According to former Secretary of Defense Donald Rumsfeld, these increases are necessary because "when the Cold War ended, a defense drawdown took place that went too far . . . [and] overshot the mark. Now, through the prism of September 11, we can see that challenge is not simply to fix the underfunding of the past" (New York Times, February 5, 2002). He went further by saying that a "decade of overuse and underfunding" requires catch up to meet all the demands the military is currently facing since "we are a nation at war" (DOD 2005).

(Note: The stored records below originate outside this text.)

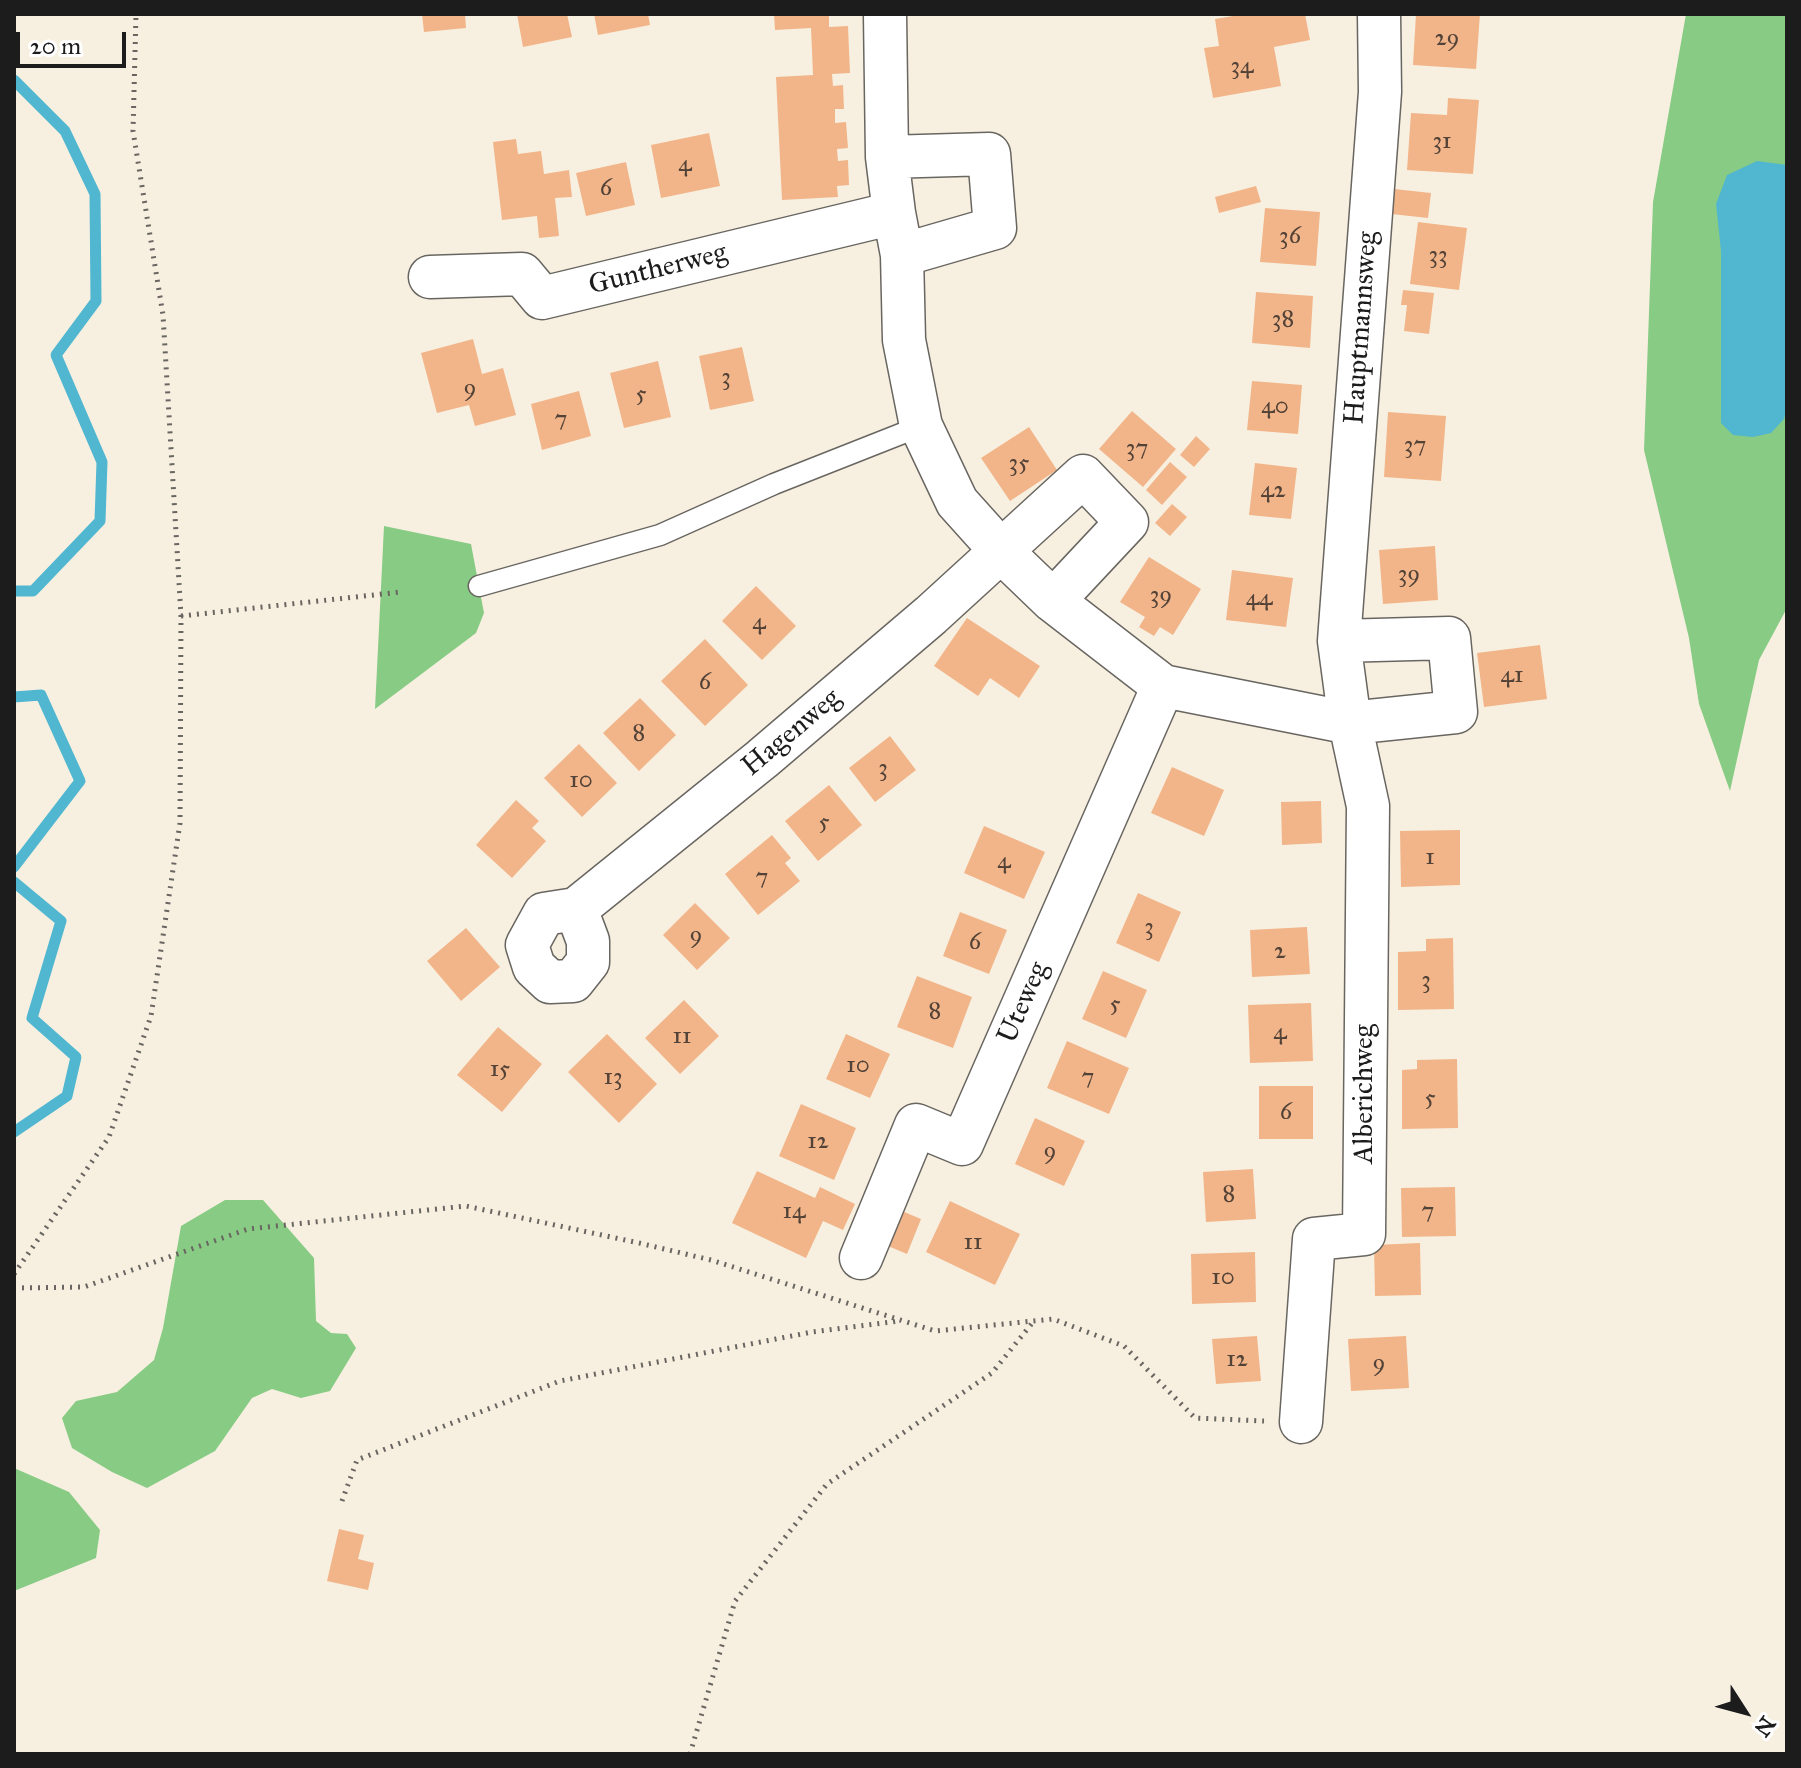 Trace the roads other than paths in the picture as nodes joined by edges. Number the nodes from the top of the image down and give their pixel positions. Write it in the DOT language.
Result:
graph roads {
  1 [pos="885,14"];
  2 [pos="1379,14"];
  3 [pos="887,157"];
  4 [pos="894,213"];
  5 [pos="902,255"];
  6 [pos="430,277"];
  7 [pos="921,426"];
  8 [pos="1001,551"];
  9 [pos="479,586"];
  10 [pos="1053,601"];
  11 [pos="1339,641"];
  12 [pos="1163,686"];
  13 [pos="1350,723"];
  14 [pos="576,909"];
  15 [pos="861,1258"];
  16 [pos="1301,1422"];
  1 -- 3 [label="street"];
  2 -- 11 [label="street, Hauptmannsweg"];
  3 -- 4 [label="street"];
  3 -- 5 [label="street"];
  4 -- 5 [label="street"];
  4 -- 6 [label="street, Guntherweg"];
  5 -- 7 [label="street"];
  7 -- 8 [label="street"];
  7 -- 9 [label="lane"];
  8 -- 10 [label="street"];
  8 -- 10 [label="street, Hagenweg"];
  8 -- 14 [label="street, Hagenweg"];
  10 -- 12 [label="street"];
  11 -- 13 [label="street, Hauptmannsweg"];
  11 -- 13 [label="street"];
  12 -- 13 [label="street"];
  12 -- 15 [label="street, Uteweg"];
  13 -- 16 [label="street, Alberichweg"];
}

During the same period (2001-2006), the average annual economic growth rate was a mere 2.4 percent (Bureau of Economic Analysis's National Economic Accounts; see http://www.bea.gov/National/nipaweb/Index.asp) and the national debt went from $5.8 trillion to $8.6 trillion (Treasury Department n.d.). Coincidentally, the International Monetary Fund (IMF) warned that continuing twin deficits (the budget and trade deficits) along with record-breaking debt increases in the United States threaten the financial stability of both the U.S. and global economies (Elizabeth Becker and Edmund Andrews, New York Times, January 8, 2007). Moreover, slow economic growth is expected in coming months for various reasons (Joanne Morrison, Reuters, November 28, 2007).
Are recent increases in defense spending for the war on terrorism one of the reasons for slower economic growth? Despite the volume of studies on the defense- growth relationship, there is no consensus about the relationship between defense spending and economic growth in the United States. Some scholars argue that defense spending in the United States helps growth (e.g., Atesoglu 2002; Atesoglu and Mueller 1990; Mehay and Solnick 1990; Mueller and Atesoglu 1993), while others contend that the indirect, delayed, negative effects of defense spending on the U.S. economy are greater than the positive ones (e.g., Goldstein 1988; Heo and Eger 2005; Mintz and Huang 1990, 1991; Ward and Davis 1992; Ward, Davis, and Lofdahl 1995).
What are the causes of different empirical findings on the U.S. defense-growth nexus? According to Dunne, Smith, and Willenbockel (2005), the reason previous studies found positive or negative relationships between defense spending and economic growth is because they used various versions of the Feder-Ram-based defense-growth model. …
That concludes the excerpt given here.